Basically, considering everything taken into account, (data stored during compile-time, data stored during runtime, data stored in savefiles, CPU used, etc.), which is better in a given situation.
Of course, there are some situations when one is always better than the other, let's try and forget (however impossible that may be) about those situations, and contradict ourselves with this question.
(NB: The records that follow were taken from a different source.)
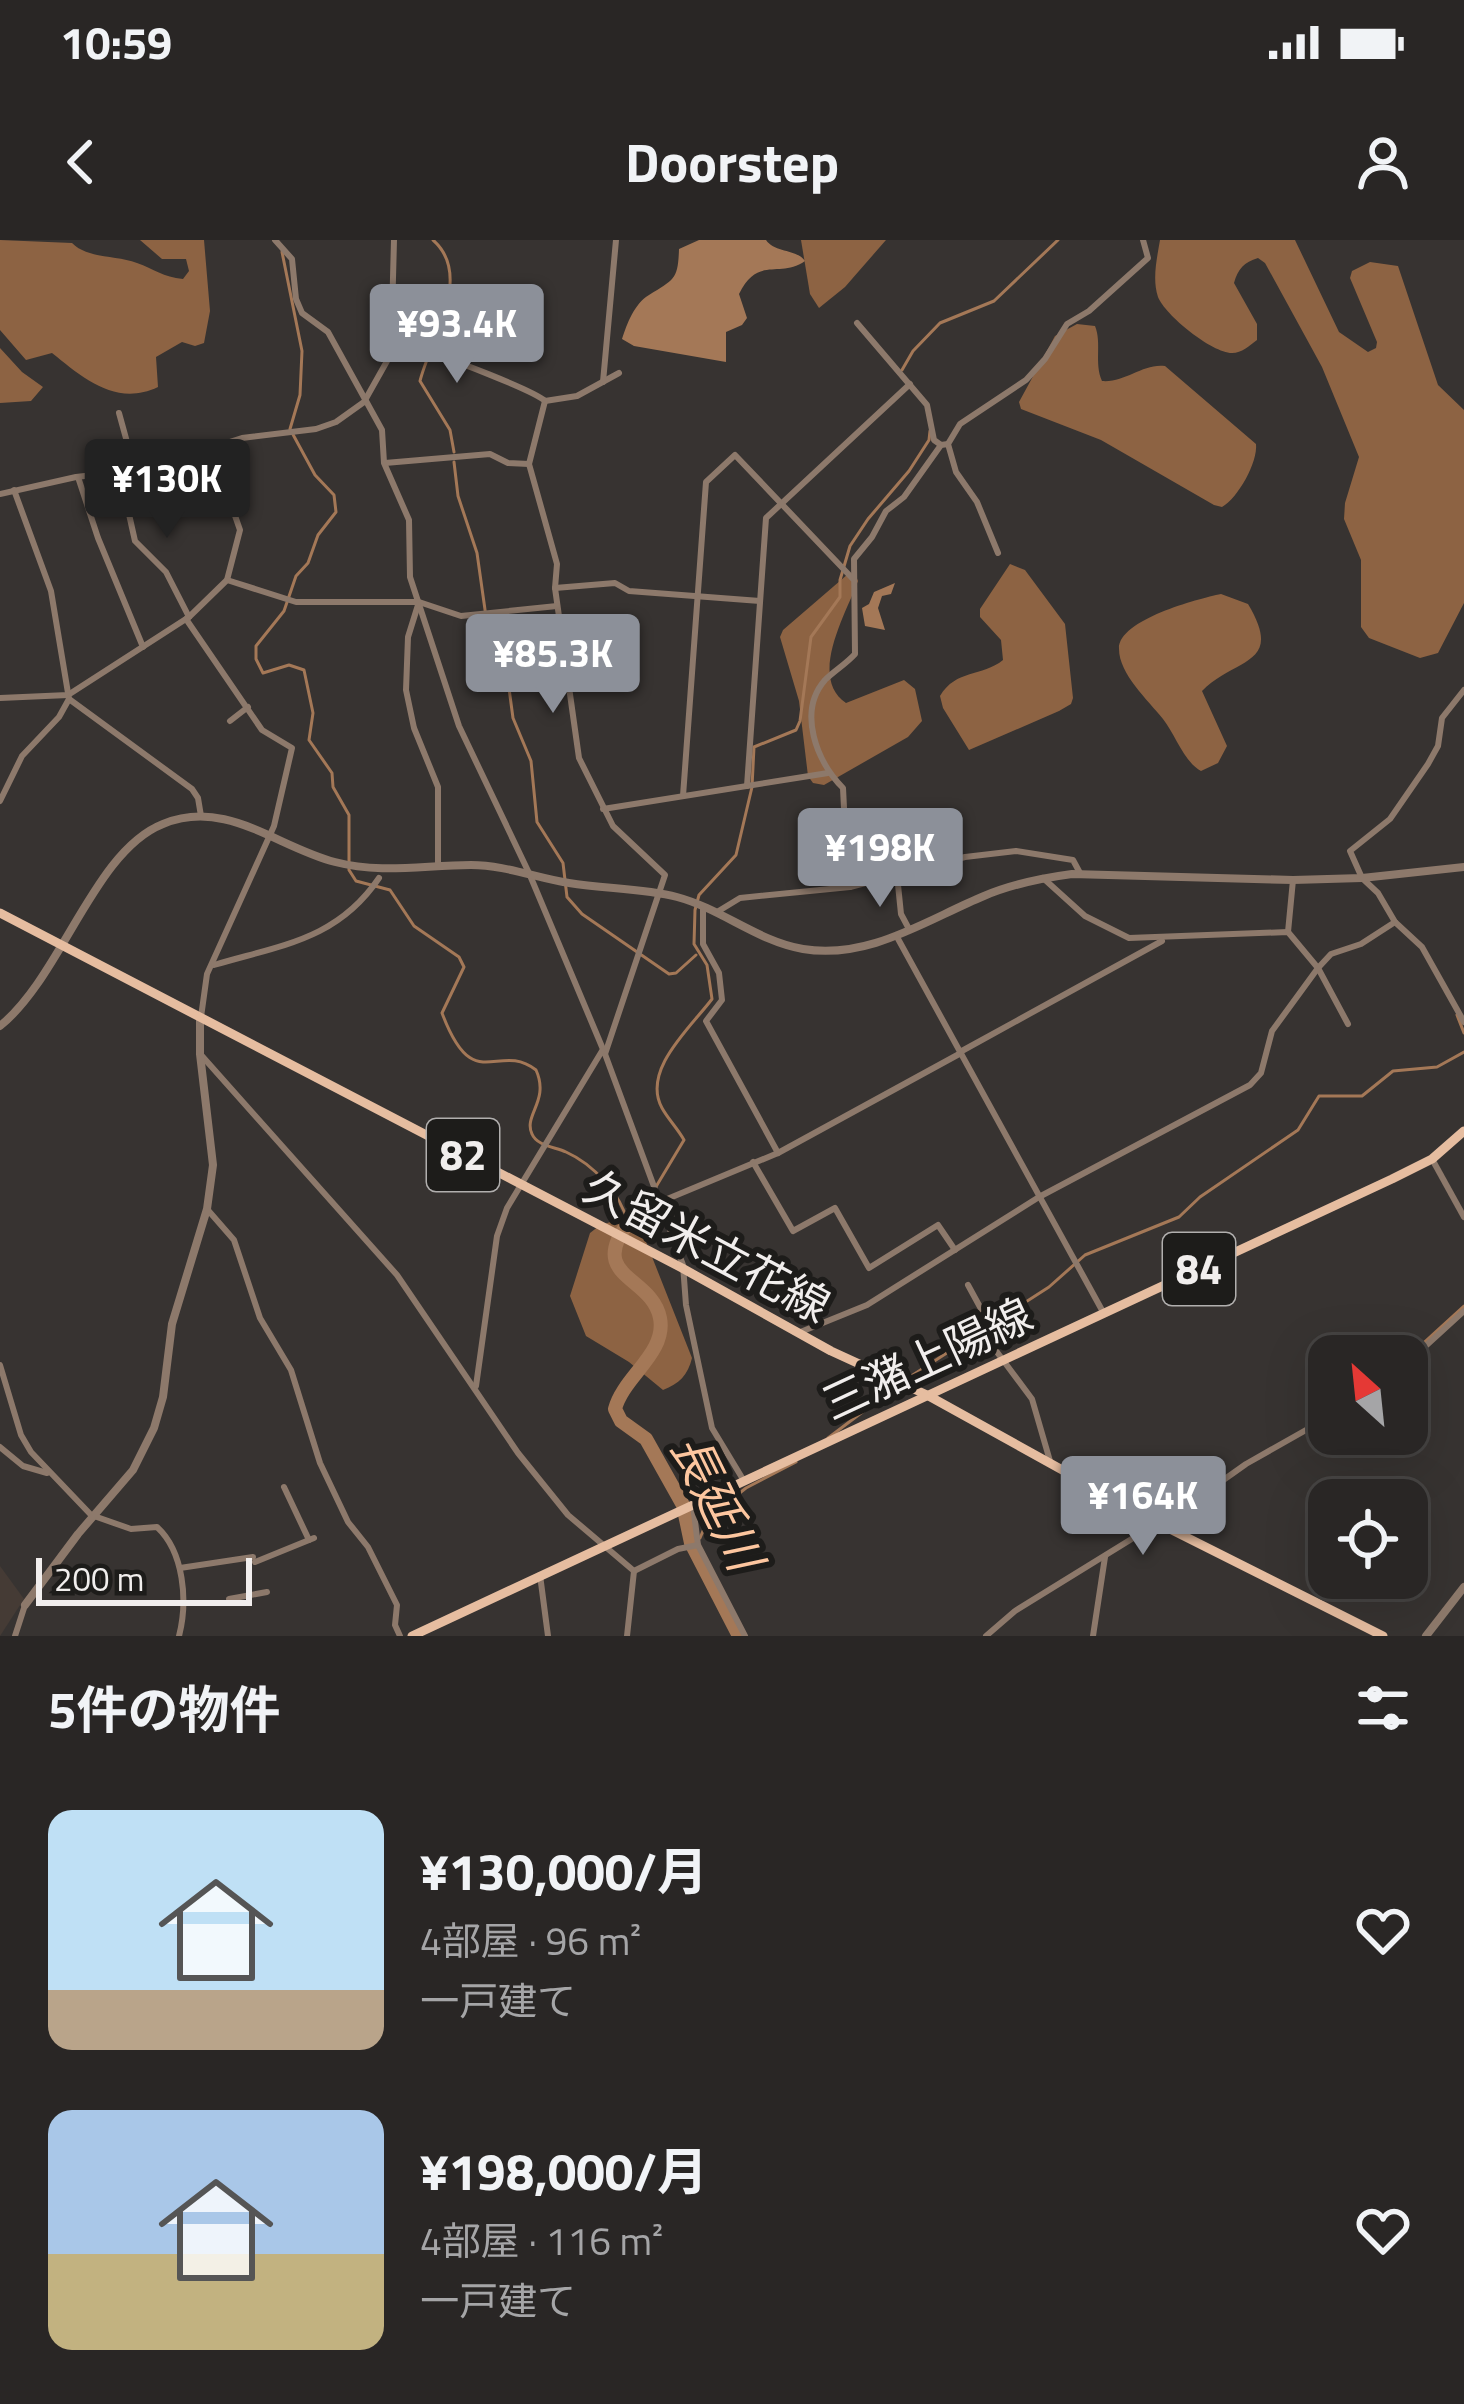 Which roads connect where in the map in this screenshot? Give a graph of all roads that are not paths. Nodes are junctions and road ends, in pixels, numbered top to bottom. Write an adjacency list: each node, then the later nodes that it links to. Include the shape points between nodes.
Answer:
1 (394, 240): 6 (street)
2 (616, 240): 8 (street)
3 (1143, 240): 14 (street, via 1148,258 1066,324 1026,380 960,424)
4 (277, 242): 11 (street, via 292,259 302,313 328,332)
5 (857, 323): 9 (street)
6 (391, 353): 10 (street, via 408,360 430,353); 11 (street)
7 (619, 373): 8 (street)
8 (603, 382): 10 (street)
9 (910, 384): 14 (street, via 927,405 934,440); 22 (street)
10 (544, 401): 16 (street)
11 (364, 402): 13 (street, via 316,428); 15 (street, via 382,430)
12 (118, 413): 17 (street)
13 (229, 442): 17 (street); 25 (street, via 226,488 240,530)
14 (945, 444): 23 (street); 24 (street, via 886,511 854,559)
15 (384, 463): 16 (street, via 490,454); 29 (street, via 409,520 410,578)
16 (529, 464): 26 (street, via 557,565)
17 (135, 471): 18 (street)
18 (120, 474): 19 (street); 31 (street, via 135,541 166,572)
19 (77, 476): 20 (street); 32 (street)
20 (14, 490): 21 (street); 34 (street, via 51,591)
21 (0, 494)
22 (781, 503): 24 (street); 27 (street, via 735,454 706,482); 28 (street, via 766,518)
23 (998, 554)
24 (853, 579): 38 (street, via 855,654 814,698 812,722)
25 (226, 580): 29 (street, via 296,602); 31 (street)
26 (555, 588): 27 (street, via 615,584); 30 (street)
27 (698, 597): 28 (street); 40 (street)
28 (760, 601): 39 (street)
29 (419, 602): 30 (street, via 461,616); 45 (street, via 406,690 438,787); 47 (street, via 459,726)
30 (557, 606): 42 (street, via 579,758)
31 (188, 618): 32 (street); 36 (street)
32 (143, 647): 34 (street)
33 (1464, 690): 52 (street, via 1390,820 1350,851)
34 (69, 697): 35 (street); 41 (street, via 22,756); 43 (street, via 192,789)
35 (0, 698)
36 (248, 707): 37 (street); 44 (street, via 262,730 292,748)
37 (230, 721)
38 (828, 773): 39 (street); 54 (street, via 843,788 837,840)
39 (747, 786): 40 (street)
40 (683, 796): 42 (street)
41 (0, 801)
42 (603, 809): 55 (street, via 665,875)
43 (201, 816): 44 (street); 64 (street, via 159,825 129,846)
44 (271, 836): 45 (street, via 369,870); 65 (street)
45 (438, 868): 47 (street)
46 (1464, 868): 52 (street)
47 (529, 873): 55 (street); 71 (street)
48 (1081, 874): 49 (street, via 1073,860 1016,851); 51 (street); 53 (street)
49 (897, 875): 54 (street); 60 (street)
50 (379, 878): 65 (street, via 337,924)
51 (1043, 878): 60 (street); 63 (street, via 1114,931)
52 (1362, 878): 53 (street); 59 (street)
53 (1293, 880): 61 (street)
54 (850, 887): 58 (street, via 740,898)
55 (660, 893): 56 (street); 71 (street)
56 (698, 904): 58 (street); 75 (street, via 722,1000 706,1022)
57 (0, 913): 64 (main road, 久留米立花線 / 82)
58 (717, 913): 62 (street, via 805,949)
59 (1395, 922): 66 (street); 68 (street, via 1422,947)
60 (910, 931): 62 (street)
61 (1288, 932): 63 (street); 66 (street)
62 (897, 937): 72 (street)
63 (1165, 939): 72 (street)
64 (61, 947): 67 (main road, 久留米立花線 / 82); 70 (street)
65 (214, 965): 67 (street)
66 (1318, 968): 69 (street); 79 (street, via 1272,1031 1262,1073 1250,1085)
67 (200, 1020): 73 (street); 78 (main road, 久留米立花線 / 82)
68 (1464, 1022)
69 (1348, 1024)
70 (0, 1026)
71 (604, 1052): 78 (street); 80 (street)
72 (960, 1053): 75 (street); 79 (street)
73 (200, 1054): 81 (street, via 214,1165); 92 (street, via 397,1275)
74 (1464, 1131): 76 (main road, 三潴上陽線 / 84)
75 (778, 1153): 77 (street)
76 (1432, 1159): 82 (street); 87 (main road, 三潴上陽線 / 84)
77 (753, 1162): 80 (street); 83 (street, via 793,1231 835,1208 869,1268 938,1225)
78 (522, 1185): 84 (main road, 久留米立花線 / 82); 92 (street, via 496,1236)
79 (1039, 1197): 83 (street); 87 (street)
80 (660, 1202): 84 (street)
81 (207, 1209): 103 (street, via 172,1324 154,1429); 117 (street, via 234,1240 260,1318 291,1370 320,1463 397,1605)
82 (1464, 1217)
83 (955, 1250): 88 (street, via 866,1305)
84 (682, 1268): 88 (main road, 久留米立花線 / 82); 98 (street, via 712,1428)
85 (968, 1285): 90 (street, via 988,1340)
86 (1464, 1311): 89 (street)
87 (1104, 1313): 90 (main road, 三潴上陽線 / 84)
88 (798, 1333): 93 (main road, 久留米立花線 / 82)
89 (1428, 1344)
90 (1005, 1359): 93 (main road, 三潴上陽線 / 84); 96 (street, via 1032,1399)
91 (0, 1365): 97 (street, via 21,1436)
92 (475, 1389): 106 (street, via 568,1515)
93 (927, 1395): 96 (main road, 久留米立花線 / 82); 98 (main road, 三潴上陽線 / 84)
94 (1308, 1429): 104 (street)
95 (0, 1447): 97 (street)
96 (1049, 1466): 104 (main road, 久留米立花線 / 82)
97 (50, 1474): 103 (street)
98 (744, 1481): 100 (main road, 三潴上陽線 / 84)
99 (284, 1487): 101 (street)
100 (693, 1505): 105 (street); 106 (main road, 三潴上陽線 / 84)
101 (294, 1508): 102 (street); 108 (street, via 311,1539 255,1560)
102 (280, 1513)
103 (94, 1517): 108 (street, via 131,1529 157,1527); 114 (street)
104 (1158, 1523): 107 (street); 124 (main road, 久留米立花線 / 82)
105 (698, 1545): 109 (street); 121 (street)
106 (605, 1546): 109 (street); 110 (main road, 三潴上陽線 / 84)
107 (1105, 1557): 122 (street); 123 (street)
108 (179, 1568): 116 (street)
109 (634, 1571): 120 (street)
110 (540, 1575): 118 (main road, 三潴上陽線 / 84); 119 (street)
111 (1464, 1587): 125 (street)
112 (267, 1592): 113 (street)
113 (229, 1599)
114 (25, 1605): 115 (street)
115 (15, 1636)
116 (179, 1636)
117 (400, 1636)
118 (412, 1636)
119 (548, 1636)
120 (627, 1636)
121 (745, 1636)
122 (986, 1636)
123 (1093, 1636)
124 (1383, 1636)
125 (1426, 1636) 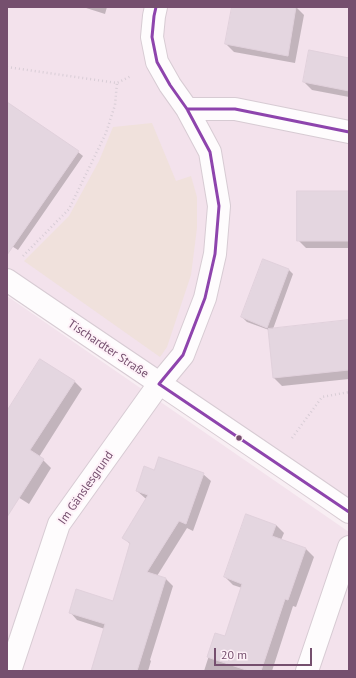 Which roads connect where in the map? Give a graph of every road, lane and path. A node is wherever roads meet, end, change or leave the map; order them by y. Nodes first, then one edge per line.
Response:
1 (156, 7) edge
2 (157, 62) junction
3 (7, 67) edge
4 (117, 83) junction
5 (187, 109) junction
6 (349, 132) edge
7 (22, 256) dead end
8 (7, 280) edge
9 (159, 384) junction
10 (349, 392) edge
11 (276, 462) junction
12 (349, 512) edge
13 (349, 547) edge
14 (10, 671) edge
15 (307, 671) edge

1 - 2 street, Im Gänslesgrund
2 - 4 path
2 - 5 street, Im Gänslesgrund
3 - 4 path
4 - 7 path
5 - 6 street
5 - 9 street, Im Gänslesgrund
8 - 9 street, Tischardter Straße
9 - 11 street, Tischardter Straße
9 - 14 street, Im Gänslesgrund
10 - 11 path
11 - 12 street, Tischardter Straße
13 - 15 street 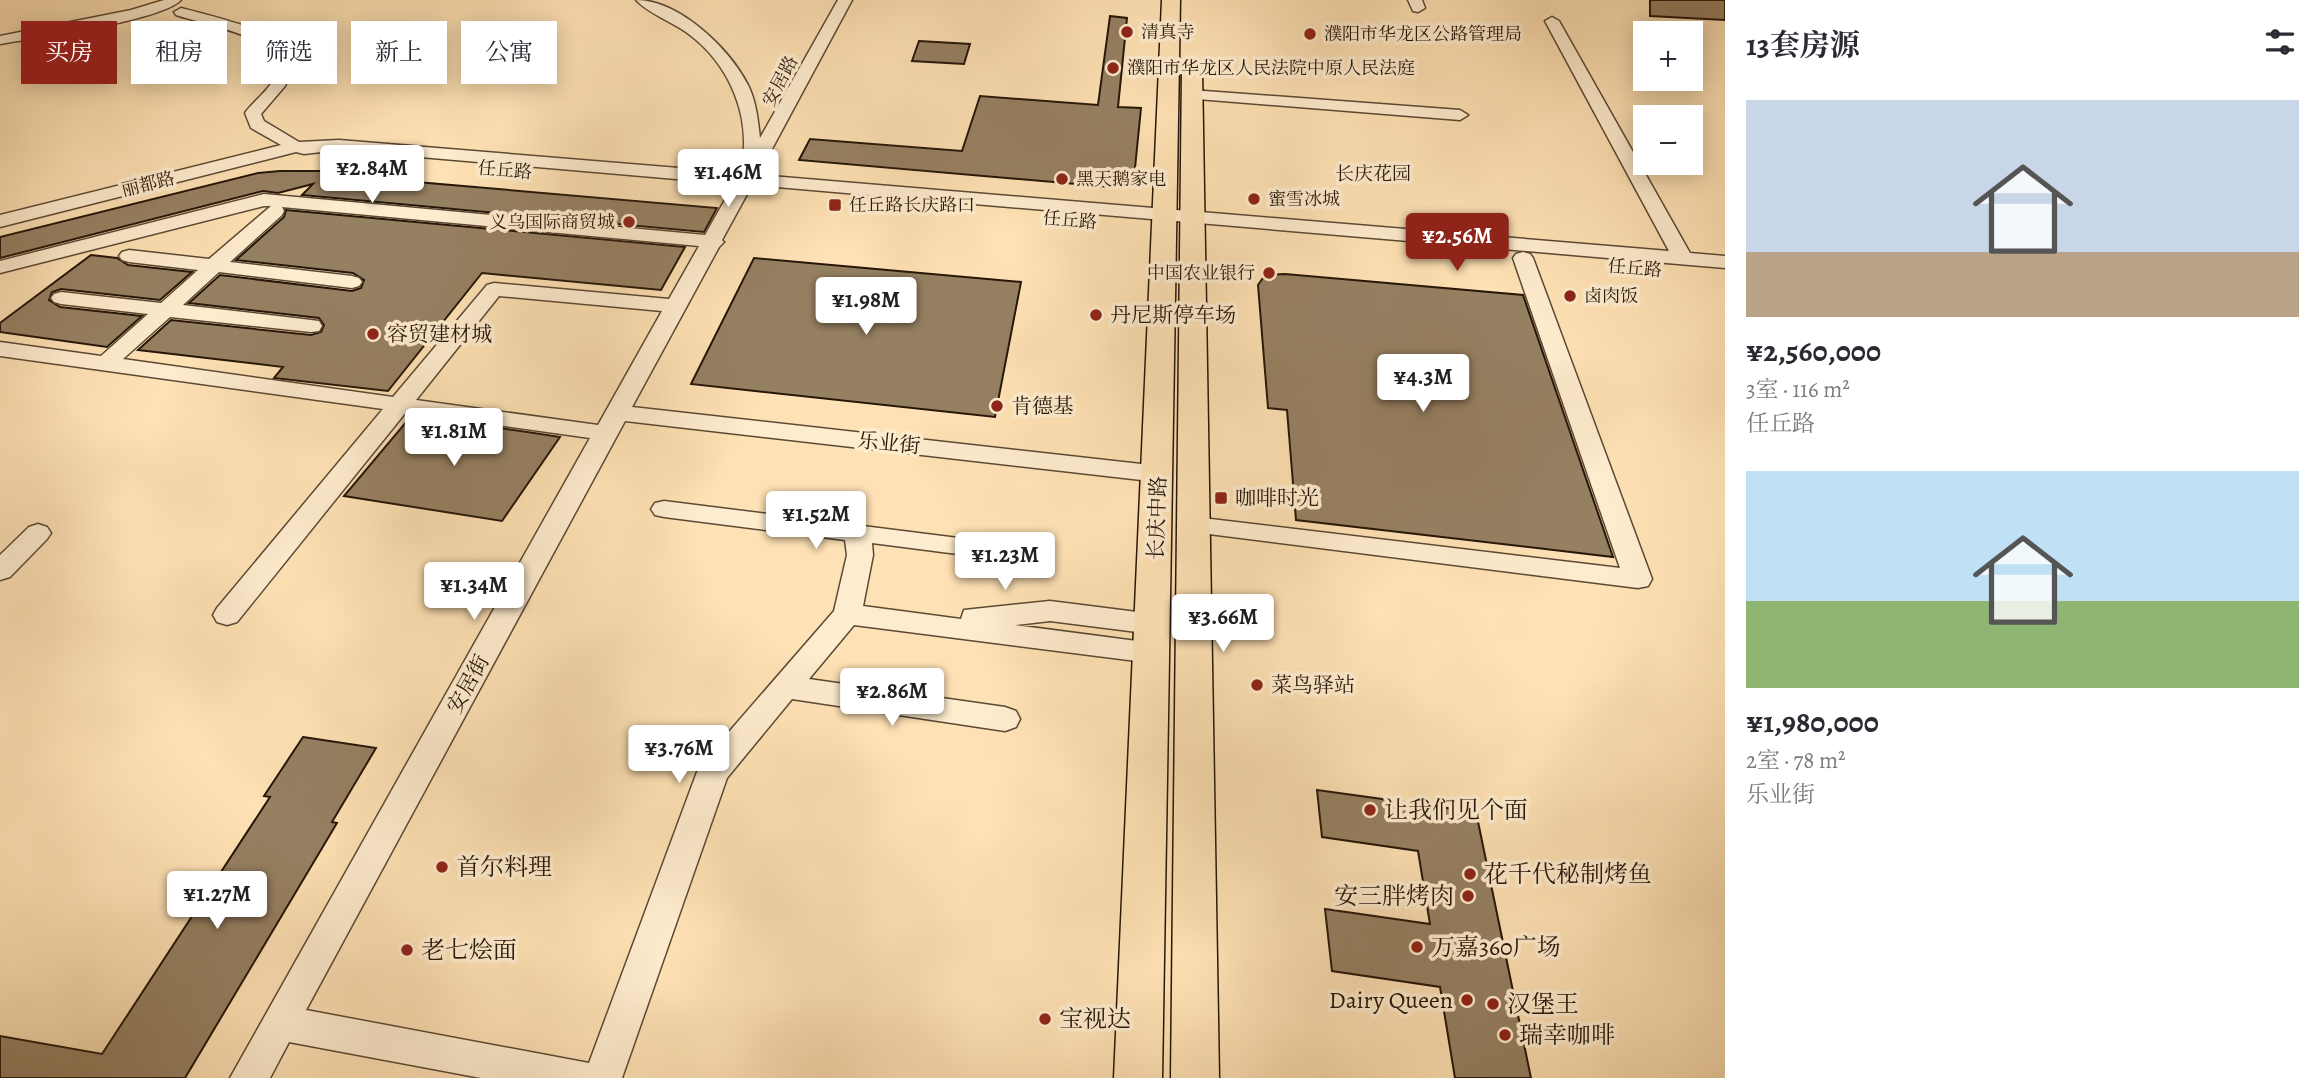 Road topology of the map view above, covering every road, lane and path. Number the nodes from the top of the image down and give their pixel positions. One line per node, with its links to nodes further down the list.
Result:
1 (200, 0): 5 (street)
2 (643, 0): 12 (street)
3 (845, 0): 12 (street, 安居路)
4 (1171, 0): 15 (main road, 长庆中路)
5 (178, 6): 7 (street); 11 (street)
6 (1552, 22): 19 (street)
7 (0, 40)
8 (1192, 42): 9 (main road, 长庆中路)
9 (1191, 95): 10 (street); 15 (main road, 长庆中路)
10 (1460, 115)
11 (296, 148): 12 (street, 任丘路); 14 (street, 丽都路)
12 (745, 185): 15 (street, 任丘路); 16 (street, 安居街)
13 (275, 211): 20 (street)
14 (0, 221)
15 (1180, 223): 18 (street, 任丘路); 19 (street, 任丘路); 32 (main road, 长庆中路); 34 (main road, 长庆中路)
16 (714, 242): 21 (street); 25 (street, 安居街)
17 (129, 256): 20 (street)
18 (1523, 258): 22 (street, 任丘路); 34 (street)
19 (1683, 258): 22 (street, 任丘路)
20 (214, 266): 23 (street); 26 (street)
21 (0, 267)
22 (1724, 274)
23 (352, 282)
24 (61, 298): 26 (street)
25 (678, 306): 30 (street); 31 (street, 安居街)
26 (166, 309): 27 (street); 29 (street)
27 (311, 326)
28 (0, 349): 29 (street, 乐业街)
29 (105, 364): 30 (street, 乐业街)
30 (399, 405): 31 (street, 乐业街); 40 (street)
31 (613, 423): 32 (street, 乐业街); 44 (street, 安居街)
32 (1159, 474): 41 (main road, 长庆中路)
33 (664, 509): 36 (street)
34 (1194, 525): 49 (main road, 长庆中路)
35 (38, 533): 38 (street)
36 (858, 533): 37 (street); 39 (street)
37 (973, 547)
38 (0, 571)
39 (849, 607): 41 (street); 42 (street)
40 (227, 615)
41 (1153, 638): 48 (main road, 长庆中路)
42 (786, 687): 43 (street); 47 (street)
43 (1005, 719)
44 (279, 1023): 45 (street, 安居街); 46 (street)
45 (249, 1078)
46 (581, 1078)
47 (603, 1078)
48 (1138, 1078)
49 (1195, 1078)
Let's use this example that comes to mind:
//Storing every single turf in the world:
var/turfs[world.maxx][world.maxy][world.maxz]
for(var/turf/T in world)
turfs[T.x][T.y][T.z]=T
//OR
var/list/turfs=list()
for(var/turf/T in world)
turfs["[T.x],[T.y],[T.z]"]=T
//Of course, with both conditions starting with a savefile being created,
//and ending with this:
F["turfs"]<<turfs
If you are doing this for saving purposes, directly dumping every turf in the world is a very inefficient means of saving. I would suggest using DMP/DMM saving (for considerable hard drive space savings at the cost of efficiency) or writing each map file as a custom symbol table -- instead of writing each turf, write each Z-level data as a carriage-return delimited sequence of characters into a savefile, with directories handled by :
...et cetera.
If you are not doing this for saving purposes, why do you need to store a list of the turfs at all when you can simply get any turf any time you like with the locate(x,y,z) proc?